There have been other instances in which this requirement has not been strictly adhered to. For example, in a 2012 case in New Jersey, the deceased’s will couldn’t be located after his death but an unsigned document, that appeared to be a draft copy of the will, was found and this was admitted to probate under the equivalent US legislation. While the document probably reflected the deceased’s wishes, it is doubtful that he ever intended it to actually be his will. However, the court was prepared to overlook this difference; after all, if the copy was not accepted as his will then the deceased would have died without a will at all, and his property would have been distributed in a way that he definitely did not want.

Convincing the court

It’s in borderline cases such as Nichol’s that the question of the burden of proof becomes more important. In the US, “clear and convincing evidence” must be presented that the deceased intended for a document to be their will. This is a higher standard of proof than for most civil cases, in which the court only needs evidence that it is more likely that something is the case than that it is not.

In Queensland, the operation of the dispensing power is decided using the civil standard of proof. The use of this lower standard of proof explains why the court held that the unsent text in Nichol’s phone was effective as a will.
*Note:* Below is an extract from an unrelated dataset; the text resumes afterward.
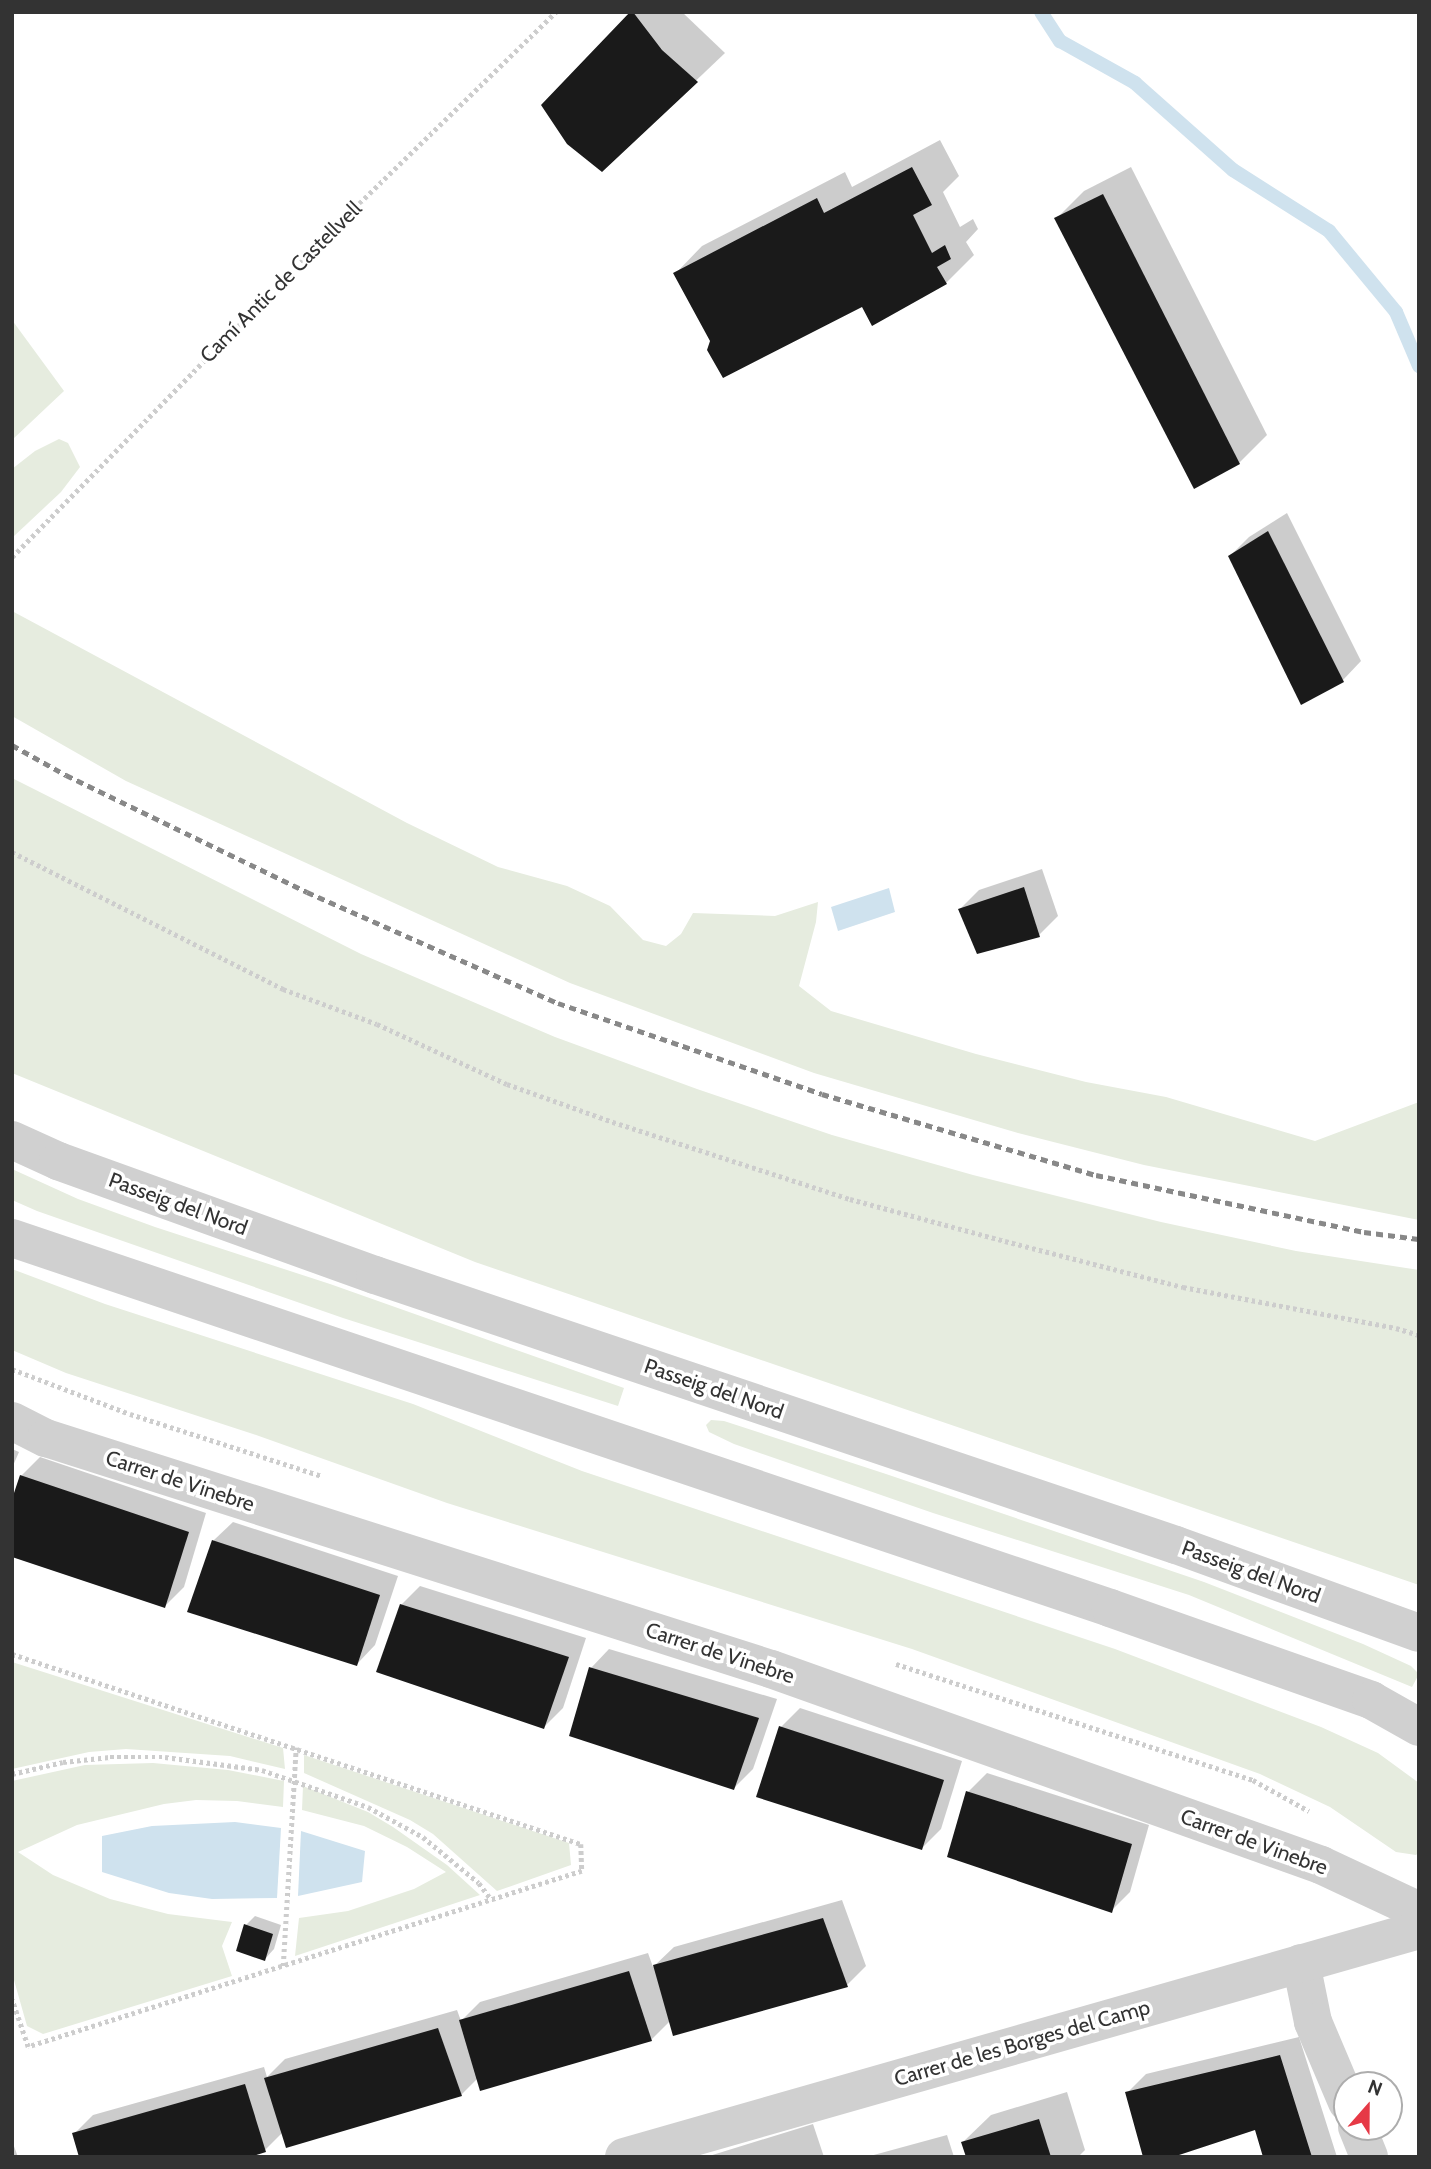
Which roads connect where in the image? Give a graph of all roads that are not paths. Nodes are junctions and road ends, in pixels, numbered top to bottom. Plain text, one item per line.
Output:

The suggested reasons as to why it had not been sent, coupled with the fact that the text was not found by anyone who benefited from its terms, was sufficient to persuade the court that it was more likely that he did intend the text to form his will than it was not. In contrast, if it had been an unsent text in another context (general musings about what one should put in one’s will) it is extremely unlikely that the court would have been satisfied that the deceased intended it to operate as their will.

The Law Commission of England and Wales is currently reviewing the law on wills and will probably recommend the introduction of a dispensing power. While some flexibility is to be welcomed, a lenient application of dispensing powers, coupled with a low standard of proof, could lead to more uncomfortable decisions in coming years. The bottom line is this: if you want your hard earned assets to go to specific people, make a valid will.